Giving up cars will need less stick and more carrot
14 May, 2021
Barriers in Finchley Road, installed during the first wave of the pandemic
THERE will be a huge sigh of relief around Finchley Road when the pavement widening Covid measures are removed, (Transport for London ditches pavement widening scheme, May 11).
The decision to take a lane away – so pedestrians could social-distance on a wider pavement – has in recent months caused huge tailbacks, jamming up connecting streets and doubling previous pollution levels.
Residents have become more furious with the attempt to restrict traffic, than the polluting cars themselves. But there should be a sense of regret about going back to normal here.
For many years, Finchley Road – and others main roads in Camden like Euston Road – have been continuously breaking legal air quality limits.
It feels like a very long time ago now, but at the beginning of the Covid pandemic there was a point when locked-down residents were feeling more in touch with nature.
Birdsong was audible on normally busy streets. Spring felt more abundant. The air was noticeably cleaner. Spending so much time indoors, people became more conscious of their surroundings during daily walks or exercise.
For weeks the Finchley Road was completely unrecognisable with no jams at all during the day. People began imagining a smogless future for the high street.

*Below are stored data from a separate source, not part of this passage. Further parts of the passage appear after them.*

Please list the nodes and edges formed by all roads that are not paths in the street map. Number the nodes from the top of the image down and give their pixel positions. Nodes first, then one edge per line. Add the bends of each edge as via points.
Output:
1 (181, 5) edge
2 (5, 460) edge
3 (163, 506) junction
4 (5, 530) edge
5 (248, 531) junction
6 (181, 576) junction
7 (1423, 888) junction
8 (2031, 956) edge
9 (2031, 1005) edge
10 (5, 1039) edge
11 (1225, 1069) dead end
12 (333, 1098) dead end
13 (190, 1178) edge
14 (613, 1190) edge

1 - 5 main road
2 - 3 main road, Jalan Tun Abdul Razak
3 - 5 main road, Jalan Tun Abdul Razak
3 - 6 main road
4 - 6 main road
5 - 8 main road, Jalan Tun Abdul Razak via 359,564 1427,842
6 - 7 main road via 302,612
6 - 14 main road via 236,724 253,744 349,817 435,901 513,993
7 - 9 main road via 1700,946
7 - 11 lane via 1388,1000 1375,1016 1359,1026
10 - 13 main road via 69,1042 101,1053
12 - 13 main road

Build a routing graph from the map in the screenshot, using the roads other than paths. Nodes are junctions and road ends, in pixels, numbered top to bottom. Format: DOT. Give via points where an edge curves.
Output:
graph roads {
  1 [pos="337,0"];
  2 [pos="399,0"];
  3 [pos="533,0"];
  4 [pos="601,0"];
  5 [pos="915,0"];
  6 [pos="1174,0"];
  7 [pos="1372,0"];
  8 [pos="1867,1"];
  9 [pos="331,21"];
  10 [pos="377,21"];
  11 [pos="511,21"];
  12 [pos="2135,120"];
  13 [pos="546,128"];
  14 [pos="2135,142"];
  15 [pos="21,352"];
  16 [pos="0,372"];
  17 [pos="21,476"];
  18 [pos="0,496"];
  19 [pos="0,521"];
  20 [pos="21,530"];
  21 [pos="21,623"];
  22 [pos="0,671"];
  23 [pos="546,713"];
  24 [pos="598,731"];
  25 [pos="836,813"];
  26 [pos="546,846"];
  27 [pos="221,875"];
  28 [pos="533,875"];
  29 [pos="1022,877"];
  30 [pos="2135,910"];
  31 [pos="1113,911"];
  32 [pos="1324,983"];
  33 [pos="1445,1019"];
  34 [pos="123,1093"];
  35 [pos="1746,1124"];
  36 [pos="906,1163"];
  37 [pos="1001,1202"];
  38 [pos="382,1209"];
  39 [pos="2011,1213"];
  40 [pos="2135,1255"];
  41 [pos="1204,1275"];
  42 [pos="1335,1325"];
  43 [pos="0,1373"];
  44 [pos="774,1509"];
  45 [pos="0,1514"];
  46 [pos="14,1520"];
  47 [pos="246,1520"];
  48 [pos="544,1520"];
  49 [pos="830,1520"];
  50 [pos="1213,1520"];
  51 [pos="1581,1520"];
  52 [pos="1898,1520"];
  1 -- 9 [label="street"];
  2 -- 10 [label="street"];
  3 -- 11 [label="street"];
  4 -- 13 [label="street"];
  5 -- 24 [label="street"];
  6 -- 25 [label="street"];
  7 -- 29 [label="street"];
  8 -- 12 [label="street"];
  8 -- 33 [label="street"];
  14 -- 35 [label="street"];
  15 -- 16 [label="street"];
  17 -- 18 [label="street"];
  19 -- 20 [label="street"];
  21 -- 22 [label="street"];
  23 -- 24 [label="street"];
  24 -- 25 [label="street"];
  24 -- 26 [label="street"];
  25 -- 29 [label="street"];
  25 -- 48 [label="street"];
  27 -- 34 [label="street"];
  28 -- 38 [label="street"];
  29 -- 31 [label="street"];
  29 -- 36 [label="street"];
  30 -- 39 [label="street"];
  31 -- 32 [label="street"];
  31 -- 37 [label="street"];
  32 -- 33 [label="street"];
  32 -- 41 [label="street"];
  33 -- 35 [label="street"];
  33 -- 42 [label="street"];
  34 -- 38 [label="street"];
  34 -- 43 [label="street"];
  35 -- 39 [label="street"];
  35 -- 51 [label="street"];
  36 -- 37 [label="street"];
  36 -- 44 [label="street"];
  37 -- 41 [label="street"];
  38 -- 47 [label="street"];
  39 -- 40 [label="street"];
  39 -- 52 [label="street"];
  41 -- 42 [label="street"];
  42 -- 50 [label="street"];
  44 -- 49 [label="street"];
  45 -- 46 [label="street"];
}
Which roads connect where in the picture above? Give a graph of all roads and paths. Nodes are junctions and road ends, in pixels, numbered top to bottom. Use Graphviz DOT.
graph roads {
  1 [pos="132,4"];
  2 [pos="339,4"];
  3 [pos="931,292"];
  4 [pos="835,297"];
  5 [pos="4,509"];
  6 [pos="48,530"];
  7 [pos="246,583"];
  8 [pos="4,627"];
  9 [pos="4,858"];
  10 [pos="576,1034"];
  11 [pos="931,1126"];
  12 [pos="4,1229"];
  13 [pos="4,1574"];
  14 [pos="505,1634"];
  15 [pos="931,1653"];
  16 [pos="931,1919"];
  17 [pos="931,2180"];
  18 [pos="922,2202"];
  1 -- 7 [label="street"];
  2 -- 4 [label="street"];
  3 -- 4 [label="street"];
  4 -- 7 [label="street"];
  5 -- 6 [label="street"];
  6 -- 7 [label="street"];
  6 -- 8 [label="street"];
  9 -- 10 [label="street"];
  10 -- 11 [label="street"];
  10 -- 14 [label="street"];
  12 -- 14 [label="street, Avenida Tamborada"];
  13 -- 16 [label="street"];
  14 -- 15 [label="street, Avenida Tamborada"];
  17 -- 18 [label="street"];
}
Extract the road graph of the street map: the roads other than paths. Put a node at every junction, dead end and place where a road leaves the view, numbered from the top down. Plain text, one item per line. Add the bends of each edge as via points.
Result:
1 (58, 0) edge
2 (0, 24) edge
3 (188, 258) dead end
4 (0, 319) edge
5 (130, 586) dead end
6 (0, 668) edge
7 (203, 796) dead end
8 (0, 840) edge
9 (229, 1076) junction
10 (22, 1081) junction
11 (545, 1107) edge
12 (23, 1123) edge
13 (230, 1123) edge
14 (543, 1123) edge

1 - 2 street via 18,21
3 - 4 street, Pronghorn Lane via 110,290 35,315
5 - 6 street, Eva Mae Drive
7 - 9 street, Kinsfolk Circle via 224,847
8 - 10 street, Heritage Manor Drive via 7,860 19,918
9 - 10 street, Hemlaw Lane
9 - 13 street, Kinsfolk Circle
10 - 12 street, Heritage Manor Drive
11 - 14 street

But as lockdown restrictions were lifted, and with people still hesitant of public transport, vehicles returned perhaps in even greater intensity than ever before.
The problem with the Finchley Road scheme, and the many other road layout changes introduced across Camden, is that they feel like too much stick and not enough carrot.
As much as the council and City Hall might want it to happen, people aren’t going to simply stop driving just because there are fewer roads to drive on, or because they are threatened by heavier fines.
Most people in Camden use cars or take cabs because they need to – either for work, to travel to see family, or due to frailty or ill-health. Electric cars may be the future, but at the moment they are prohibitively expensive.
If the goal is to improve air quality by getting more people walking and cycling, then there must be meaningful incentives rather than what feel like punitive measures.
THE Green Party, following its impressive surge in support at the election, deserves recognition and shows its policies should be listened to.
The Universal Basic Income could make a real difference to so many people’s lives. It is the kind of radical proposal which is needed and yet, perhaps, was lacking from the Labour campaign.
As Green leader Sian Berry said the Covid furlough scheme was vastly more complex that this would be to introduce. We hope their ideas will be given consideration at the London Assembly and beyond.